BugmenotEncore said:
Seeing that he had two other payment methods ready to go, there was hardly a surprise.
And any terms of service that boots off creators based what they use to make their work as a dealbreaker, and not a thought to what it is Like, falls under any reasonable definition of 'arbitrary'.
We should not consider an unjust rule a mitigating circumstance just because it's Expected.
Detour said:
Fanbox has had a policy in place that bans AI generated content since July of last year, it sucks that they lost a source of income but I find it hard to be surprised when they were breaking the terms of service of the site.
It's not uncommon for platforms to boot people off of their livelihood for arbitrary, poorly explained reasons.
Fanbox has had a policy in place that bans AI generated content since July of last year, it sucks that they lost a source of income but I find it hard to be surprised when they were breaking the terms of service of the site.
Seeing that he had two other payment methods ready to go, there was hardly a surprise.
And any terms of service that boots off creators based what they use to make their work as a dealbreaker, and not a thought to what it is Like, falls under any reasonable definition of 'arbitrary'.
We should not consider an unjust rule a mitigating circumstance just because it's Expected.
I think it's more complicated than that. Pixiv is a Japanese company, and Japan has no such thing as "fair use" law: everything is copyrighted under all circumstances (unless the author decides it becomes available for public uses and few other instances). Technically speaking, people could get sued on Pixiv out of fanarts of copyrighted characters (and that could be also applied to US laws, if not mistaken): companies simply don't choose to do because it would do them more harm than good (yes, you can win a case against one who makes yaoi fantarts of Naruto and sells them as commission... you would have to spend a considerable amount of money on a legal representative to make me pay... what? 100$? 1000$? All of this with you risking cross scrutiny from the law AND getting out a bad image to the press and the people outside?).

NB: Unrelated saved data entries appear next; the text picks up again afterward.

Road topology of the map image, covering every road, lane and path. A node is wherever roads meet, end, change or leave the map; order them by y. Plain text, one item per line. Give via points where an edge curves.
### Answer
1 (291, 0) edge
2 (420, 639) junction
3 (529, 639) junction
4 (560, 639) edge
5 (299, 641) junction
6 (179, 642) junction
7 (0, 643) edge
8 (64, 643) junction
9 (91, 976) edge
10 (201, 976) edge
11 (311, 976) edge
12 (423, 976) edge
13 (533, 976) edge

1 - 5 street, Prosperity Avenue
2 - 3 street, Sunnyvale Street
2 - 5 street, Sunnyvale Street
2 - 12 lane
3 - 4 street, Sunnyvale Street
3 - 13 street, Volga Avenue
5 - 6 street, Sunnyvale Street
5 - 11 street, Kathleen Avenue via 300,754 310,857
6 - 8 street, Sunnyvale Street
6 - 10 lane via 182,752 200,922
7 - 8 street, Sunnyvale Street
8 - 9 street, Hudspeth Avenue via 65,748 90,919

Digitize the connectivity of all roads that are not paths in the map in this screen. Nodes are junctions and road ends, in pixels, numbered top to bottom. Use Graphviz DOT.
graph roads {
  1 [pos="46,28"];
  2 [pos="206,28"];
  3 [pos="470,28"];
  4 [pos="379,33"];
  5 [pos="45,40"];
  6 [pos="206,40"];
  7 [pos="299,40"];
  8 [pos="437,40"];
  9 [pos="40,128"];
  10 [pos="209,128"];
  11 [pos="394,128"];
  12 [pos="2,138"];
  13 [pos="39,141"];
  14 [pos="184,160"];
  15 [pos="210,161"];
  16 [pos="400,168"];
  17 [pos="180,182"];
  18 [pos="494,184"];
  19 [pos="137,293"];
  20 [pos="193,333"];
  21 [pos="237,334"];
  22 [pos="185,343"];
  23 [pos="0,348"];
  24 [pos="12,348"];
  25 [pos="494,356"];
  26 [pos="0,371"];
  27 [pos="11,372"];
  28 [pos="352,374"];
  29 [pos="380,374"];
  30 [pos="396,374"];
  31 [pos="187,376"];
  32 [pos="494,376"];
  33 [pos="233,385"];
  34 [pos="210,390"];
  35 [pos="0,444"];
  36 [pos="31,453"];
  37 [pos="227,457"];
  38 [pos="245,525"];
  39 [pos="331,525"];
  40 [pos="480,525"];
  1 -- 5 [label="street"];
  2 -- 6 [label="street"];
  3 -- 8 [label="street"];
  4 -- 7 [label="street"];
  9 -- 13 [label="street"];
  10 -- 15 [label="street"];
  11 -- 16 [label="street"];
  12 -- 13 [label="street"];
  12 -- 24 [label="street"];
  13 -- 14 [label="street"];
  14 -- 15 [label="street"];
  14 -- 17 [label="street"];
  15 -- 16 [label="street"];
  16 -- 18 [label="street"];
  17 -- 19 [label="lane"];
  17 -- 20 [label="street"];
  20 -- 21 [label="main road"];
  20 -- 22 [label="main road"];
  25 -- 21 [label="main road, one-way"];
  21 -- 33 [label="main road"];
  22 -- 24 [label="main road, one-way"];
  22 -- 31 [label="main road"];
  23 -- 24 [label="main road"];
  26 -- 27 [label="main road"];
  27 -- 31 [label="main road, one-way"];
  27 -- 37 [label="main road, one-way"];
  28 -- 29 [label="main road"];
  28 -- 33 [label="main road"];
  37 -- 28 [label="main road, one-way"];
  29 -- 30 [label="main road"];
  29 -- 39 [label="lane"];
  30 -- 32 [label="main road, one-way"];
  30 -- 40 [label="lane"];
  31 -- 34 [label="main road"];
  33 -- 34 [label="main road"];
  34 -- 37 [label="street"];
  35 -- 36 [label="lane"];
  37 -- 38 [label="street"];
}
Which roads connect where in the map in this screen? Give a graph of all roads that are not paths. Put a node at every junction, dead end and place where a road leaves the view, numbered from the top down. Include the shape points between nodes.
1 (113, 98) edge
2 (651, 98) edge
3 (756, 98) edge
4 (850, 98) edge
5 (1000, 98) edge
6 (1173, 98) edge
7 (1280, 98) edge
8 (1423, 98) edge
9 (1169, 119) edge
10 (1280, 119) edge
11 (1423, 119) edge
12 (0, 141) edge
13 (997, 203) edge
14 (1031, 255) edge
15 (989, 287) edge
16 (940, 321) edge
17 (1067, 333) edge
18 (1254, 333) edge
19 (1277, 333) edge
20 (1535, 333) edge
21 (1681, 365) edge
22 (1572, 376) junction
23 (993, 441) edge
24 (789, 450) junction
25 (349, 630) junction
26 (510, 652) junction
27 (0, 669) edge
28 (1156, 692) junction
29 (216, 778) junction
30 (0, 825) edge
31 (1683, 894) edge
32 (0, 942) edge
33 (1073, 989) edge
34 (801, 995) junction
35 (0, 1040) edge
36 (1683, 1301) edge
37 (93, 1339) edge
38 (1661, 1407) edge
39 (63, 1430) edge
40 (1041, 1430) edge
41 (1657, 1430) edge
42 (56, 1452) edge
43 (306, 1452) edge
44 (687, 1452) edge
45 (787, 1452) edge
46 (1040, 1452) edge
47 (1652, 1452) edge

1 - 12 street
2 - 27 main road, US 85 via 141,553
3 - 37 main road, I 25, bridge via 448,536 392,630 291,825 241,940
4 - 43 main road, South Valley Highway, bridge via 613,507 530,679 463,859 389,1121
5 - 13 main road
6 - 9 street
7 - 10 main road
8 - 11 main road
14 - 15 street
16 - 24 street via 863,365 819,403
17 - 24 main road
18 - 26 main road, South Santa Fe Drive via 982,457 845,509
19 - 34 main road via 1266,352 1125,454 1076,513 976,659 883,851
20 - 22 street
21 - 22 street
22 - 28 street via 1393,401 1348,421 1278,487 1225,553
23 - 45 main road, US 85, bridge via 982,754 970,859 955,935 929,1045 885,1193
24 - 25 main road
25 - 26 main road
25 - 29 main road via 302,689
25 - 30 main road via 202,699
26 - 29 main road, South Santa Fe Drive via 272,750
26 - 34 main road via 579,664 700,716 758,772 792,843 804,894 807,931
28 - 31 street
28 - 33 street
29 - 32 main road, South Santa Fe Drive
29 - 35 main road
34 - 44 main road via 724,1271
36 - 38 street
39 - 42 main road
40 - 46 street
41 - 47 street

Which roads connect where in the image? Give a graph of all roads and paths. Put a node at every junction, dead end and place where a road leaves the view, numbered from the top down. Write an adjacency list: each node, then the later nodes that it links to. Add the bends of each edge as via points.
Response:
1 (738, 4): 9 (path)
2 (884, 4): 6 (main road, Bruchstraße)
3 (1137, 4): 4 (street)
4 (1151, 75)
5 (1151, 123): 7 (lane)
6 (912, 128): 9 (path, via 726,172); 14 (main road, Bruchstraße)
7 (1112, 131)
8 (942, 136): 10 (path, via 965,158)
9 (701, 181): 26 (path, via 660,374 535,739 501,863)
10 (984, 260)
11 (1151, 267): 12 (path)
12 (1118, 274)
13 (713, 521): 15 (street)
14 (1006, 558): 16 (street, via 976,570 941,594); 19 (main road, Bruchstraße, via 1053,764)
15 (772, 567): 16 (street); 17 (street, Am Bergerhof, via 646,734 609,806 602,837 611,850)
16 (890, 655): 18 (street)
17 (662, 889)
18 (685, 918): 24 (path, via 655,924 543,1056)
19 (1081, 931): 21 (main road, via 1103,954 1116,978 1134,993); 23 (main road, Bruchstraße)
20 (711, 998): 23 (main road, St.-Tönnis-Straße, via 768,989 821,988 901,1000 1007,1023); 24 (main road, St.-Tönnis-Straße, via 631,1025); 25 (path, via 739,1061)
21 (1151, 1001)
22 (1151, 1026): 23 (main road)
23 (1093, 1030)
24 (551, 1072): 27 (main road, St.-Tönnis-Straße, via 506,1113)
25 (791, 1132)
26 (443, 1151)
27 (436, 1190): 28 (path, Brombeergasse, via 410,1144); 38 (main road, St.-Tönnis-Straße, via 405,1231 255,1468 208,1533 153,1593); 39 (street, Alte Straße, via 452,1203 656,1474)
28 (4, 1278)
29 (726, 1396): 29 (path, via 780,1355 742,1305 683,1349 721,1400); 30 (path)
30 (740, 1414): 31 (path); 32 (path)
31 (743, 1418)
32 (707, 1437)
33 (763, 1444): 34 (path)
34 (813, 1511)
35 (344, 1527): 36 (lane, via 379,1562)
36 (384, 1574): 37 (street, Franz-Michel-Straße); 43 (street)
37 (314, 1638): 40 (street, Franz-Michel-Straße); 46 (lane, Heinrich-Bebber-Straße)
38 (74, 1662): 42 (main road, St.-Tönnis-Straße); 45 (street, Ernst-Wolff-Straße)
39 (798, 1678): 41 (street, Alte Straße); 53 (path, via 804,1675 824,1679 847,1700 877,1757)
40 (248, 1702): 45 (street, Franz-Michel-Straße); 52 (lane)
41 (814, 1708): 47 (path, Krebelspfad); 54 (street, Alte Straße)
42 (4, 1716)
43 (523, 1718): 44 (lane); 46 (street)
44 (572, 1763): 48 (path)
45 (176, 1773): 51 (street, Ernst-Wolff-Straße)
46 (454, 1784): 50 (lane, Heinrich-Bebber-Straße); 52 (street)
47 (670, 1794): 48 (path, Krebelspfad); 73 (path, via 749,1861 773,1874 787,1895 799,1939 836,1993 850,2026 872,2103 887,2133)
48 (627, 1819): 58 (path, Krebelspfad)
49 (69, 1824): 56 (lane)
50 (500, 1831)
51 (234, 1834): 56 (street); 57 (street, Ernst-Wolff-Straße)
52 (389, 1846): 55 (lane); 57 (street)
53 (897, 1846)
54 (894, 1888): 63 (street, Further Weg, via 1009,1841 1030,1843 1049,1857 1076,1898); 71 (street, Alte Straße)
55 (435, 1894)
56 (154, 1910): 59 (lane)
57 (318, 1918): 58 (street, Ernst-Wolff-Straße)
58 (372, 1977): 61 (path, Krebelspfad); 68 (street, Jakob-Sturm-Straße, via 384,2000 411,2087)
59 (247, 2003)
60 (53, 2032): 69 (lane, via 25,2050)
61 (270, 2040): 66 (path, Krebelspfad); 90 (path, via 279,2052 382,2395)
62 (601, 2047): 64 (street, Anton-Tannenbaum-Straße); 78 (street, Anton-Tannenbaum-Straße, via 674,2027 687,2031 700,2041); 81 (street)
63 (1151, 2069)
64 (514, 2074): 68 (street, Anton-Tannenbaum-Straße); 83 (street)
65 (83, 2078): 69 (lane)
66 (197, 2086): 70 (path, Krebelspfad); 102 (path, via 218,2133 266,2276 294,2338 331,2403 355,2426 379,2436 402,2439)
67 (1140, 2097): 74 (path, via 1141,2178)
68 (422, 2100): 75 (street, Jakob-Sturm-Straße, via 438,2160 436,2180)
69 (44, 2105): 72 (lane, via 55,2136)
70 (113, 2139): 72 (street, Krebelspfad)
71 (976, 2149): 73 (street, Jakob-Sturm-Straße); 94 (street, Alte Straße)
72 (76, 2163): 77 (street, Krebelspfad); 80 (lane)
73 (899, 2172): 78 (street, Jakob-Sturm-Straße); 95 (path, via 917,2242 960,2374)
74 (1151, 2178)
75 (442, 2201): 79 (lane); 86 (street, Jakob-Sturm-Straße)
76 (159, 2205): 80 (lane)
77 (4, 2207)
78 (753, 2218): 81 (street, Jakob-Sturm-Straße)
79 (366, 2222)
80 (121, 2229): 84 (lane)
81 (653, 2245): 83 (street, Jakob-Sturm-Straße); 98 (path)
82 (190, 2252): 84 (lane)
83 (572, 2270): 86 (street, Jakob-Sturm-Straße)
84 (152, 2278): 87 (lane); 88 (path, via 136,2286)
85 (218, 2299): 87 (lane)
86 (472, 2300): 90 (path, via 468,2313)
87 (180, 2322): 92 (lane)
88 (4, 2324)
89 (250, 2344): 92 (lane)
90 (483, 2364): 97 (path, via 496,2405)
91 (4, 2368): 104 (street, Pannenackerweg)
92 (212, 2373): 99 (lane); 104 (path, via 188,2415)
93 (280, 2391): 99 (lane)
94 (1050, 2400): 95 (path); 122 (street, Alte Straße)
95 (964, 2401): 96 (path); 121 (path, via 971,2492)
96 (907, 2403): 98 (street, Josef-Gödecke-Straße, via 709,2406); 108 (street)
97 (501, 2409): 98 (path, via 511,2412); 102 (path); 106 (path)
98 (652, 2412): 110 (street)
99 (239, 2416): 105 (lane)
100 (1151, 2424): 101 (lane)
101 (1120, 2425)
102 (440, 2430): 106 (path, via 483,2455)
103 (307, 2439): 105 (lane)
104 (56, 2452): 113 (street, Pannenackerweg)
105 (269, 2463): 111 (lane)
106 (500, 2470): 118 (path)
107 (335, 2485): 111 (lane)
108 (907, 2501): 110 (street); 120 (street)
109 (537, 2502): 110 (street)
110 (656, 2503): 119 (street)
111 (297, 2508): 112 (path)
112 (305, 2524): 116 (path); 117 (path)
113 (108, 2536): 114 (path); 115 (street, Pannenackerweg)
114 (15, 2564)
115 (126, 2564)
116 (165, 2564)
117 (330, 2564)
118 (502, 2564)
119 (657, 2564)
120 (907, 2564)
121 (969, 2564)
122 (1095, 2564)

But AI is viewed differently, because it's transformative (not derivative, as many would think) and it also uses the fair use field heavily, all while it allows to create a "spam-like" wave of material using, in fact, copyrighted characters (not styles: those cannot be copyrighted). So companies may be much more invested in checking that their material is not "chocked out" by mass generations (who, we must also remember, cannot be copyrighted... thus making them lose a serious edge in case they want to sue the "generators" or sites who provide the materials to generate, like Civitai or HuggingFace).
So what remains for them to do? Target the services who ALLOW said generators to make money out of their characters transformations: Pixiv probably knows this, so they try to lay low and take down the major "flares" out in their ecosystem (it's the same concept that Youtube follows to take down immediately videos who are clearly under fair use laws to avoid potential legal suits from copyright owners). Pixiv is simply protecting themselves because, if it lets even one slip open, you can bet your butt multibillionar companies will enter it and try to feast it on it like maggots on a carcass: Disney proved this too many times.
I'm not saying this is fair and correct, but I am saying that this cannot be simply reduced to "Pixiv bad, should boycott": it's the system first that is inefficient while, in case of Japan, there is also a deep cultural aspect to consider (not judging, consider).